EXERCISE REQUIREMENTS => Below is a block of records; repeat all of them exactly.
----
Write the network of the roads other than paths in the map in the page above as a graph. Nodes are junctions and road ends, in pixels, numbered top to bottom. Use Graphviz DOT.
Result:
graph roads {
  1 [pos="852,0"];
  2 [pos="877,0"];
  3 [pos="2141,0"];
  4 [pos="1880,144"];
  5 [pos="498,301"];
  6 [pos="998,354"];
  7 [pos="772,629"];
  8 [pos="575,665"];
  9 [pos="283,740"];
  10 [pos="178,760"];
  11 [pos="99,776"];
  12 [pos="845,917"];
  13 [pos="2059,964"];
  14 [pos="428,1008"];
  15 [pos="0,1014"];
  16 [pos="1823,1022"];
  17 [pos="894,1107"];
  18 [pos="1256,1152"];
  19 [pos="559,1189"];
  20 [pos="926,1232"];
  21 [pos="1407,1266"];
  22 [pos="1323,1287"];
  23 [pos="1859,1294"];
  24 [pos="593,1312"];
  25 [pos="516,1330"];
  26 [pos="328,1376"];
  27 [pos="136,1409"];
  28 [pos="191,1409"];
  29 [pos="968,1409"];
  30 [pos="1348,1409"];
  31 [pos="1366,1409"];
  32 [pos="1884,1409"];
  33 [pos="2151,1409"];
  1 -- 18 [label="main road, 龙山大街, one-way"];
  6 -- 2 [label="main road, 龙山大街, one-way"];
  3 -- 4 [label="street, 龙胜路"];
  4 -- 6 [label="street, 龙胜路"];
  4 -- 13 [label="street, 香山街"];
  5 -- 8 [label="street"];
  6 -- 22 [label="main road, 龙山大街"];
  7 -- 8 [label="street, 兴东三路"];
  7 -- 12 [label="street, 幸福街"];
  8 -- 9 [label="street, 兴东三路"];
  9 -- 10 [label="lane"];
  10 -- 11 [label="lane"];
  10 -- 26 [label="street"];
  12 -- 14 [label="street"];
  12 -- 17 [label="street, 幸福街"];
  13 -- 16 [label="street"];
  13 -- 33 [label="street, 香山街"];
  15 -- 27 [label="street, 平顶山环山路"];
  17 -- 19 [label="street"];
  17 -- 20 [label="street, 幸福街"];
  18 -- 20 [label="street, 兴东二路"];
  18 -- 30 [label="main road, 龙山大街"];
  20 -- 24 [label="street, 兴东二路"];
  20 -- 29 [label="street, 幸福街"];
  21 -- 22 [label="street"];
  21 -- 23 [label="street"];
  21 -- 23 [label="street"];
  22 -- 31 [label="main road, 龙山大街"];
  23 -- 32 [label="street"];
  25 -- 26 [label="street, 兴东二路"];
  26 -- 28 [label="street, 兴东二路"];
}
----
ANSWER FOR THIS EXERCISE =>
Write the network of the roads other than paths in the map in the page above as a graph. Nodes are junctions and road ends, in pixels, numbered top to bottom. Use Graphviz DOT.
Result:
graph roads {
  1 [pos="852,0"];
  2 [pos="877,0"];
  3 [pos="2141,0"];
  4 [pos="1880,144"];
  5 [pos="498,301"];
  6 [pos="998,354"];
  7 [pos="772,629"];
  8 [pos="575,665"];
  9 [pos="283,740"];
  10 [pos="178,760"];
  11 [pos="99,776"];
  12 [pos="845,917"];
  13 [pos="2059,964"];
  14 [pos="428,1008"];
  15 [pos="0,1014"];
  16 [pos="1823,1022"];
  17 [pos="894,1107"];
  18 [pos="1256,1152"];
  19 [pos="559,1189"];
  20 [pos="926,1232"];
  21 [pos="1407,1266"];
  22 [pos="1323,1287"];
  23 [pos="1859,1294"];
  24 [pos="593,1312"];
  25 [pos="516,1330"];
  26 [pos="328,1376"];
  27 [pos="136,1409"];
  28 [pos="191,1409"];
  29 [pos="968,1409"];
  30 [pos="1348,1409"];
  31 [pos="1366,1409"];
  32 [pos="1884,1409"];
  33 [pos="2151,1409"];
  1 -- 18 [label="main road, 龙山大街, one-way"];
  6 -- 2 [label="main road, 龙山大街, one-way"];
  3 -- 4 [label="street, 龙胜路"];
  4 -- 6 [label="street, 龙胜路"];
  4 -- 13 [label="street, 香山街"];
  5 -- 8 [label="street"];
  6 -- 22 [label="main road, 龙山大街"];
  7 -- 8 [label="street, 兴东三路"];
  7 -- 12 [label="street, 幸福街"];
  8 -- 9 [label="street, 兴东三路"];
  9 -- 10 [label="lane"];
  10 -- 11 [label="lane"];
  10 -- 26 [label="street"];
  12 -- 14 [label="street"];
  12 -- 17 [label="street, 幸福街"];
  13 -- 16 [label="street"];
  13 -- 33 [label="street, 香山街"];
  15 -- 27 [label="street, 平顶山环山路"];
  17 -- 19 [label="street"];
  17 -- 20 [label="street, 幸福街"];
  18 -- 20 [label="street, 兴东二路"];
  18 -- 30 [label="main road, 龙山大街"];
  20 -- 24 [label="street, 兴东二路"];
  20 -- 29 [label="street, 幸福街"];
  21 -- 22 [label="street"];
  21 -- 23 [label="street"];
  21 -- 23 [label="street"];
  22 -- 31 [label="main road, 龙山大街"];
  23 -- 32 [label="street"];
  25 -- 26 [label="street, 兴东二路"];
  26 -- 28 [label="street, 兴东二路"];
}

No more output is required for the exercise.